# Problem statement
From the line containing "For a GIS import: Transcribe" through the last line of the data, return those lines exactly as written and nothing more.

(Stored items)
>>

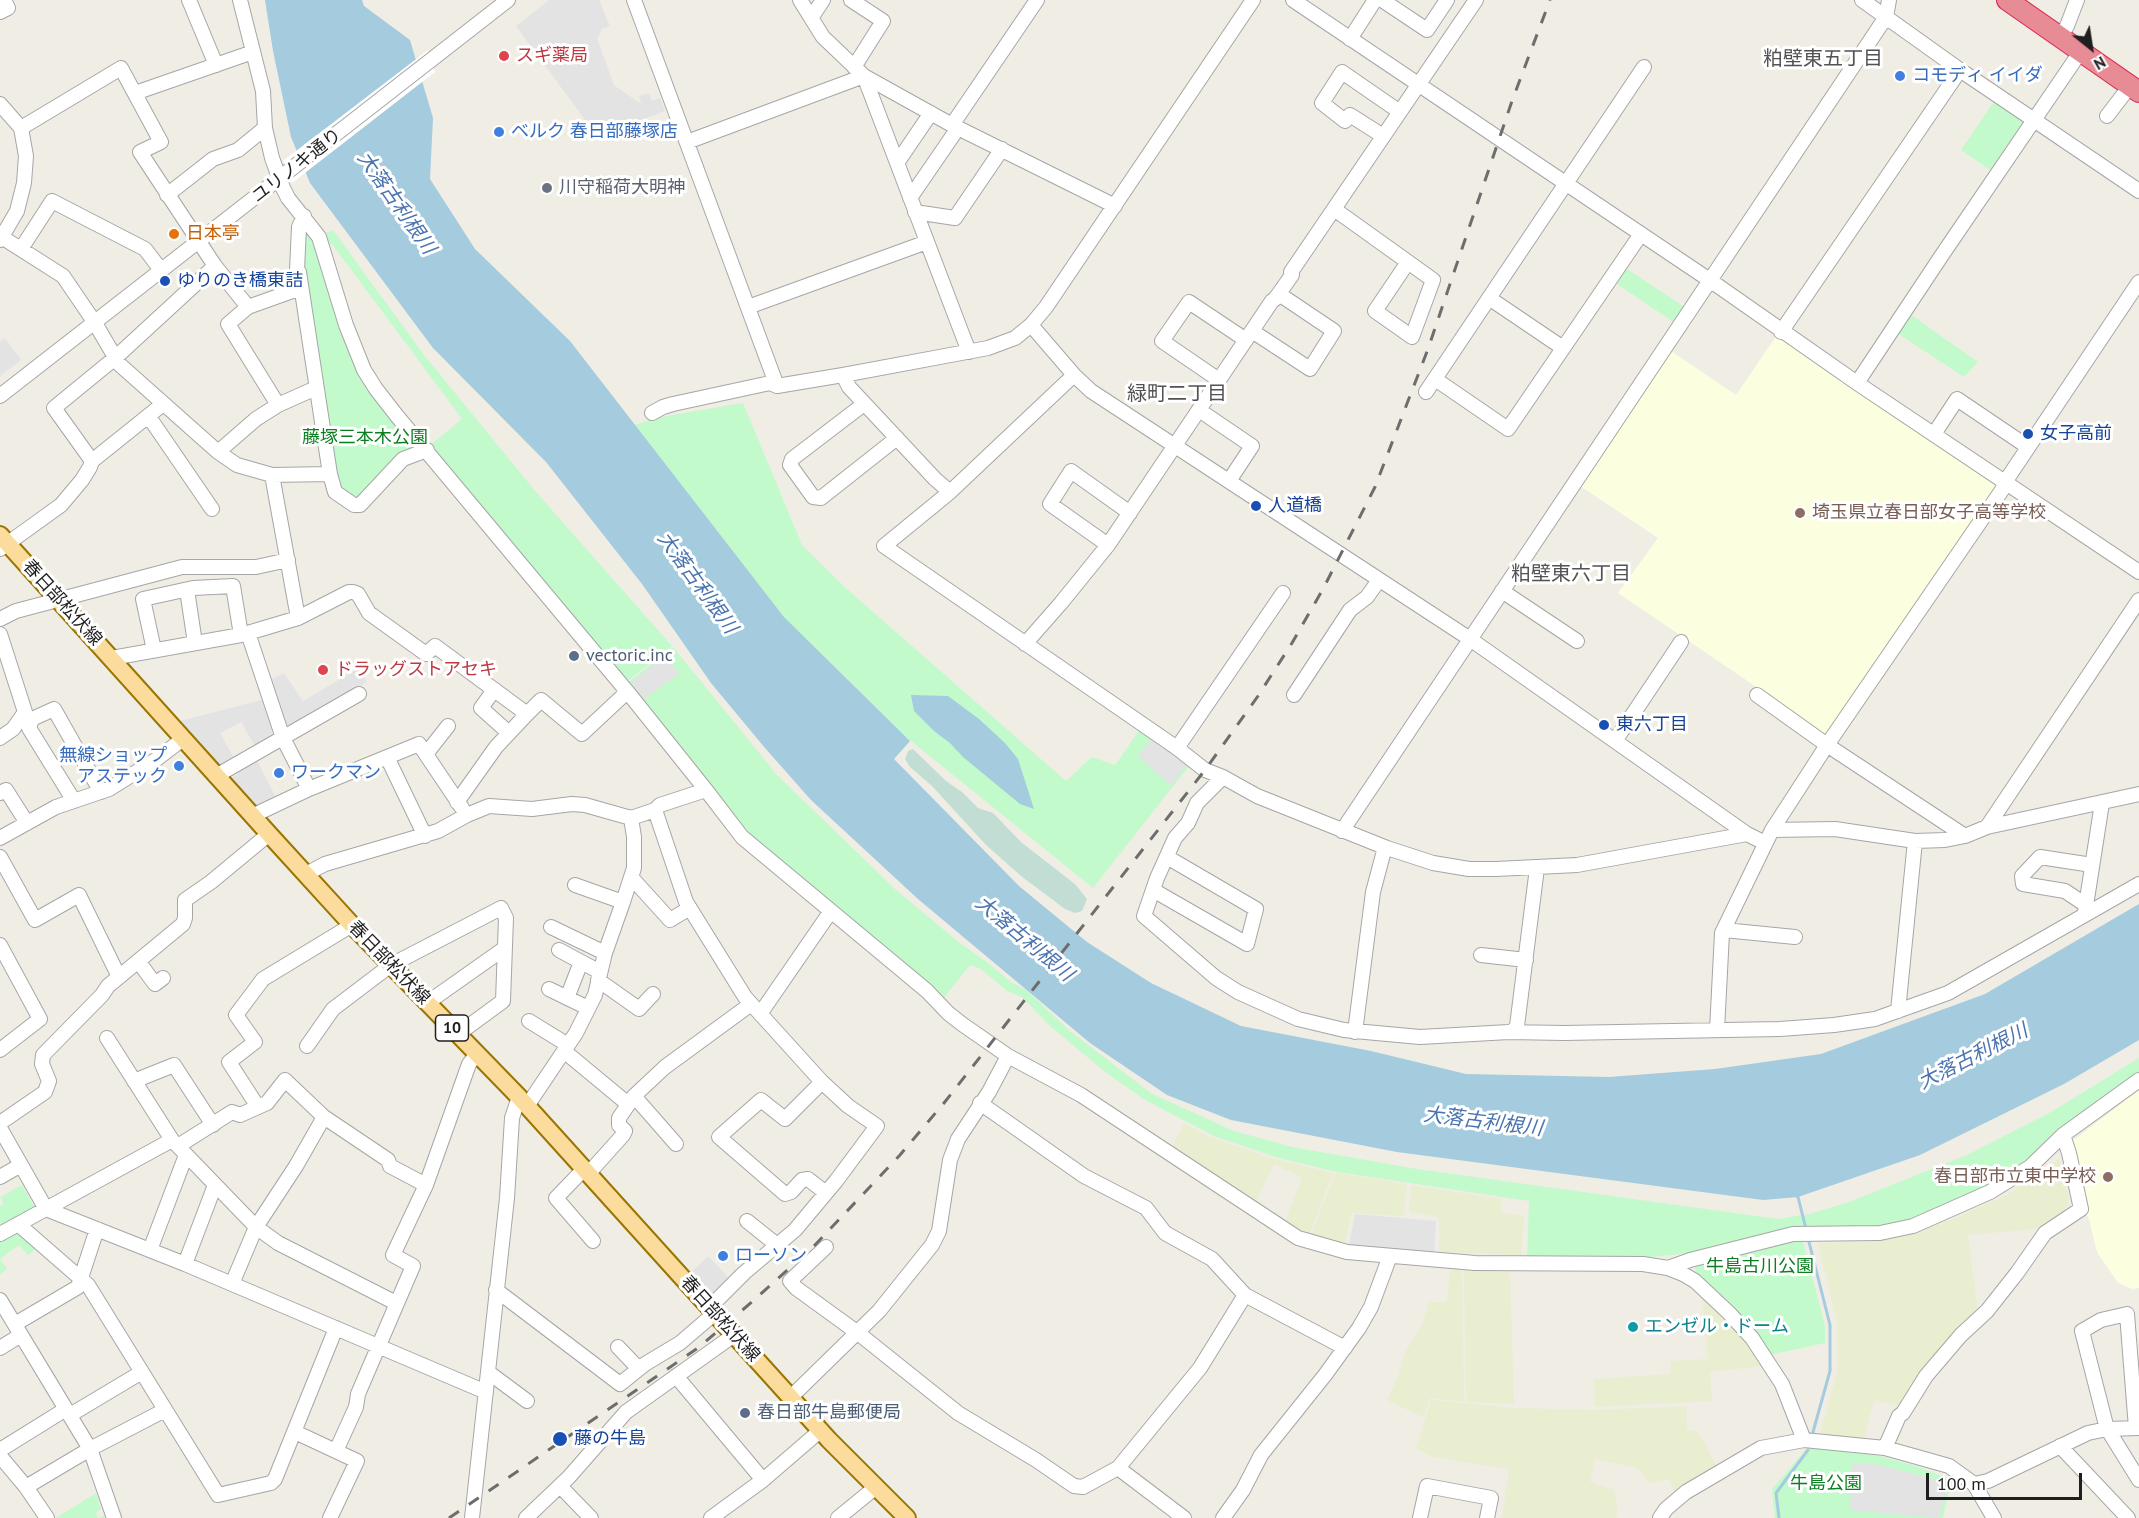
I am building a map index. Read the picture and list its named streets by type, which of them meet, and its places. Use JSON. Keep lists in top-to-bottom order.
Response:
{
  "streets": {
    "main road": ["春日部松伏線", "10"],
    "street": ["ユリノキ通り"]
  },
  "districts": ["粕壁東五丁目", "緑町二丁目", "粕壁東六丁目"],
  "water": ["大落古利根川"],
  "parks": ["藤塚三本木公園", "牛島古川公園", "牛島公園"],
  "places": [
    "スギ薬局",
    "コモディ イイダ",
    "ベルク 春日部藤塚店",
    "川守稲荷大明神",
    "日本亭",
    "ゆりのき橋東詰",
    "女子高前",
    "人道橋",
    "埼玉県立春日部女子高等学校",
    "vectoric.inc",
    "ドラッグストアセキ",
    "東六丁目",
    "無線ショップ アステック",
    "ワークマン",
    "春日部市立東中学校",
    "ローソン",
    "エンゼル・ドーム",
    "春日部牛島郵便局",
    "藤の牛島"
  ],
  "scale_bar": "100 m",
  "north": "bottom right"
}
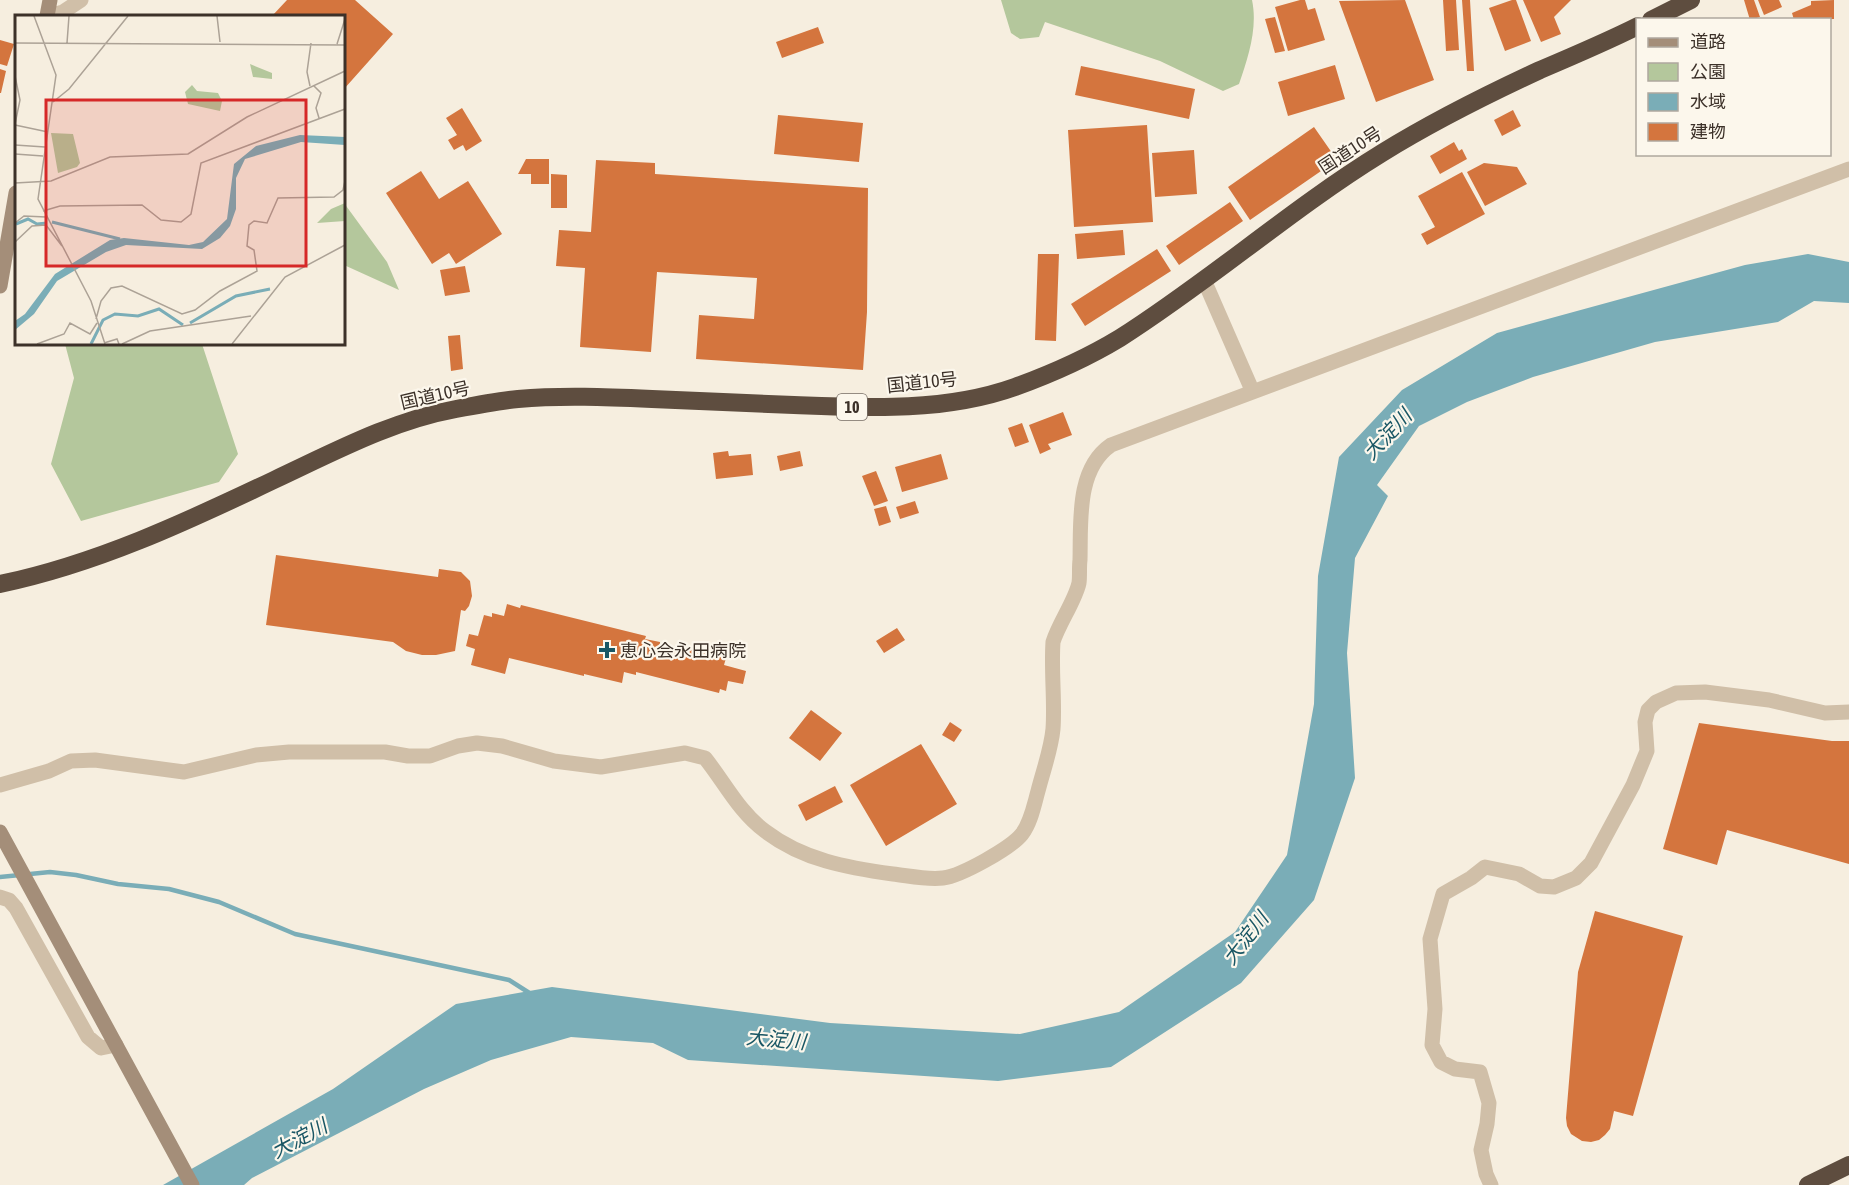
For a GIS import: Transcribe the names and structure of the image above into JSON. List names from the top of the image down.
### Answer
{
  "streets": {
    "highway": ["国道10号", "10"]
  },
  "water": ["大淀川"],
  "places": {
    "health": ["恵心会永田病院"]
  },
  "legend": [
    "道路",
    "公園",
    "水域",
    "建物"
  ]
}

<<

# Exercise response
For a GIS import: Transcribe the names and structure of the image above into JSON. List names from the top of the image down.
### Answer
{
  "streets": {
    "highway": ["国道10号", "10"]
  },
  "water": ["大淀川"],
  "places": {
    "health": ["恵心会永田病院"]
  },
  "legend": [
    "道路",
    "公園",
    "水域",
    "建物"
  ]
}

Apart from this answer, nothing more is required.